The application asks users to type in an address and will then "fly" the user from space to the address through satellite imagery. Users can then zoom in on the aerial satellite view of the search location, view buildings and landscapes, and tilt and rotate the view to see 3D terrain and buildings.
Google Earth also offers driving directions and lets users search for schools, parks, restaurants, and hotels. Additionally, the application includes multiple layer support, allowing users to annotate satellite views and combine multiple layers of information such as restaurant locations, driving directions and service stations.
In late June, Google deployed a free beta version of Google Earth on the Windows platform. The company said the application "utilizes broadband streaming technology and 3D graphics, much like a videogame, enabling users to interactively explore the world, either their own neighborhood or the far corners of the globe."
An advanced version of Google Earth for Windows includes GPS (Global Positioning System) compatibility for $20 a year, while a commercial version promises high-resolution printing and other professional tools for $400 a year.
Earlier this month, a pre-release version of Google Earth for Mac OS X that uses OpenGL rendering reportedly began making the rounds overseas.
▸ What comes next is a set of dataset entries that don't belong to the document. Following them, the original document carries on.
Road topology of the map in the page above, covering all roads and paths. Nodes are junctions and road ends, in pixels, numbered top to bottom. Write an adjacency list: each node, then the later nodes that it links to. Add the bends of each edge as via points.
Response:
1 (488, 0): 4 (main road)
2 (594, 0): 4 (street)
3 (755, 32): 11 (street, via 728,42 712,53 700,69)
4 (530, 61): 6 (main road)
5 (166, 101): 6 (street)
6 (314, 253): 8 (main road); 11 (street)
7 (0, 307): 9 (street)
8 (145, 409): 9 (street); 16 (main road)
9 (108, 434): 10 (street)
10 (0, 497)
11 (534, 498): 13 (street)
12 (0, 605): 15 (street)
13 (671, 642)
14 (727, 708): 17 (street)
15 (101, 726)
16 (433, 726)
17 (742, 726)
The 40MB application packs a hefty set of preferences, allowing users to tweak detail and color, and control the speed of their "flights."
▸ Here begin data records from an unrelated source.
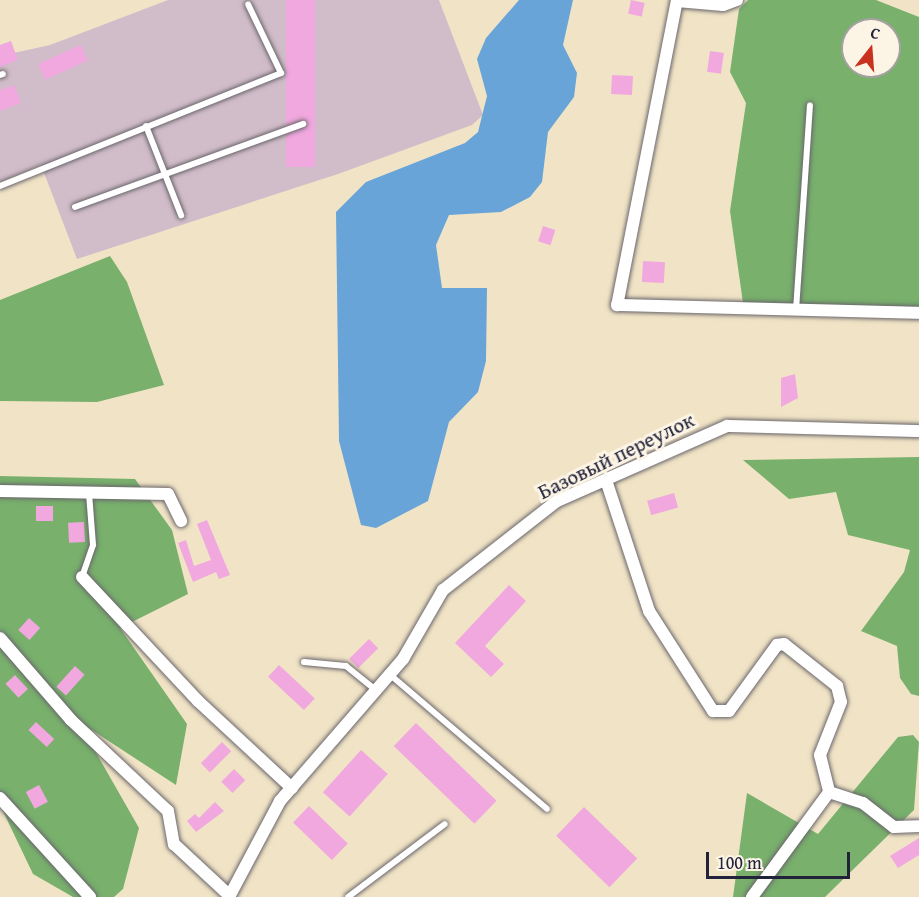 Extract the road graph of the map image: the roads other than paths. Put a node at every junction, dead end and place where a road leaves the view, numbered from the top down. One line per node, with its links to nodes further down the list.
1 (737, 0): 2 (street)
2 (677, 1): 11 (street)
3 (248, 4): 6 (lane)
4 (810, 105): 11 (lane)
5 (303, 124): 7 (lane)
6 (146, 126): 7 (lane); 8 (lane)
7 (164, 171): 9 (lane); 10 (lane)
8 (0, 186)
9 (75, 207)
10 (181, 215)
11 (796, 310): 12 (street)
12 (919, 313)
13 (919, 431): 14 (street, Базовый переулок)
14 (606, 480): 21 (street, Базовый переулок); 24 (street)
15 (0, 491): 16 (street)
16 (89, 492): 17 (street); 18 (lane)
17 (181, 521)
18 (82, 577): 23 (street)
19 (0, 638): 29 (street)
20 (304, 662): 22 (lane)
21 (388, 672): 22 (street, Базовый переулок); 26 (lane)
22 (376, 690): 23 (street, Базовый переулок)
23 (292, 788): 29 (street, Базовый переулок)
24 (829, 792): 28 (street); 32 (street)
25 (0, 798): 30 (street)
26 (548, 809)
27 (445, 824): 31 (lane)
28 (919, 826)
29 (230, 896)
30 (90, 897)
31 (348, 897)
32 (752, 897) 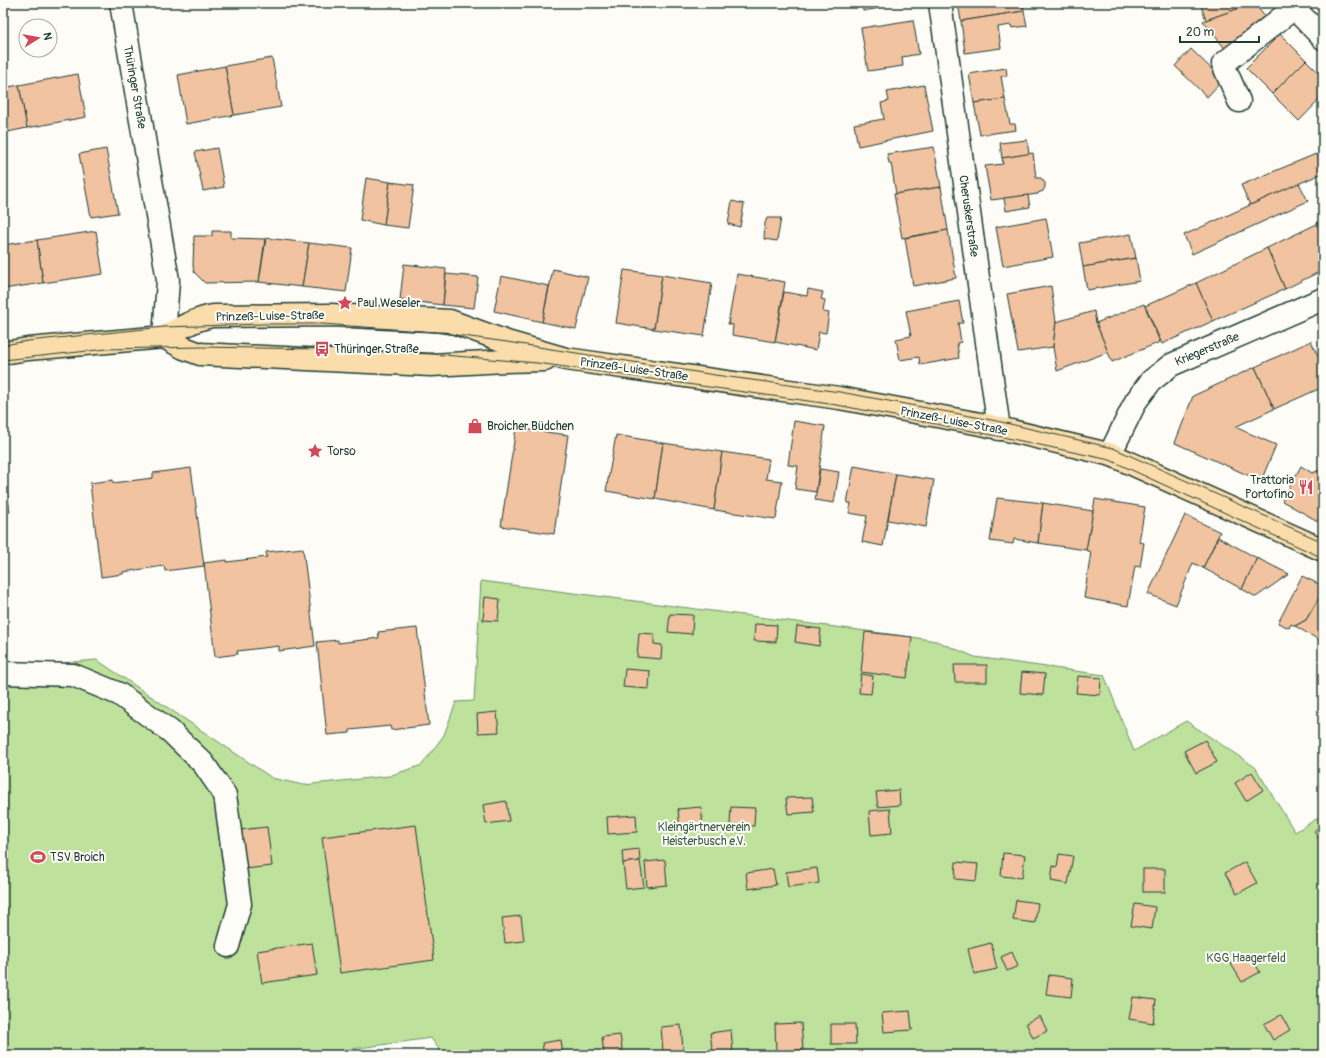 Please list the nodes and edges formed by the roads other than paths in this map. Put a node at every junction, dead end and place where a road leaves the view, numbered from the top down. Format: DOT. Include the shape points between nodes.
graph roads {
  1 [pos="121,3"];
  2 [pos="940,3"];
  3 [pos="1292,6"];
  4 [pos="1323,38"];
  5 [pos="1239,101"];
  6 [pos="1323,299"];
  7 [pos="164,337"];
  8 [pos="3,353"];
  9 [pos="566,359"];
  10 [pos="999,429"];
  11 [pos="1112,455"];
  12 [pos="1323,550"];
  13 [pos="3,673"];
  14 [pos="228,946"];
  1 -- 7 [label="street, Thüringer Straße" via="168,280"];
  2 -- 10 [label="street, Cheruskerstraße"];
  3 -- 4 [label="street"];
  3 -- 5 [label="street" via="1223,64"];
  6 -- 11 [label="street, Kriegerstraße" via="1171,365 1152,381 1136,401"];
  7 -- 8 [label="main road, Prinzeß-Luise-Straße"];
  7 -- 9 [label="main road, Prinzeß-Luise-Straße" via="200,354 432,365"];
  7 -- 9 [label="main road, Prinzeß-Luise-Straße" via="201,318 213,316 332,314 435,319 450,321 507,342"];
  9 -- 10 [label="main road, Prinzeß-Luise-Straße" via="838,398"];
  10 -- 11 [label="main road, Prinzeß-Luise-Straße"];
  11 -- 12 [label="main road, Prinzeß-Luise-Straße"];
  13 -- 14 [label="street" via="73,675 119,694 170,731 204,762 225,795 240,904"];
} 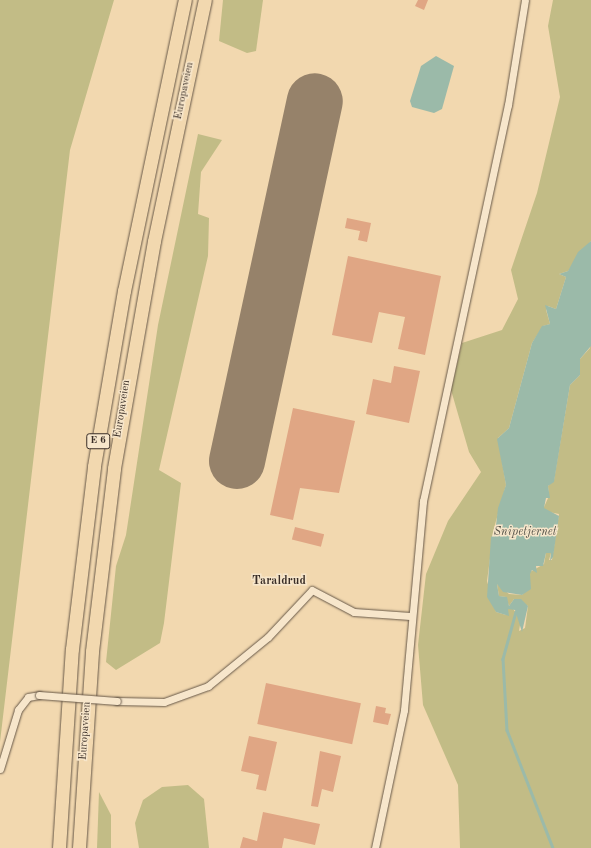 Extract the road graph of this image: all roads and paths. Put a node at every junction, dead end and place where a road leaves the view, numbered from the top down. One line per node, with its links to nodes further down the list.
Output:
1 (185, 0): 6 (highway, Europaveien / E 6)
2 (205, 0): 7 (highway, Europaveien / E 6)
3 (525, 0): 4 (street)
4 (410, 616): 5 (street, bridge); 8 (street)
5 (0, 769)
6 (60, 848)
7 (79, 848)
8 (375, 848)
Google Earth interfaces with Google's Web-based mapping service, Google Maps, in providing local search results and driving directions. However, sources say Google Earth for Mac OS X includes a superior set of satellite imagery when compared to the Google Maps Web service, offering additional clarity and a deeper zoom function.
View more images of Google Earth for Mac OS X
Over the past year, search rivals have been launching new mapping services and related tools in an effort to capitalize on the lucrative search industry. At the Wall Street Journal "D" conference in May, Microsoft chairman Bill Gates previewed a tool similar to Google Earth called MSN Virtual Earth. Meanwhile, Amazon.com has launched a comparable project through its A9.com Web site that aims to provide photos of most U.S.-based businesses for an online service called BlockView.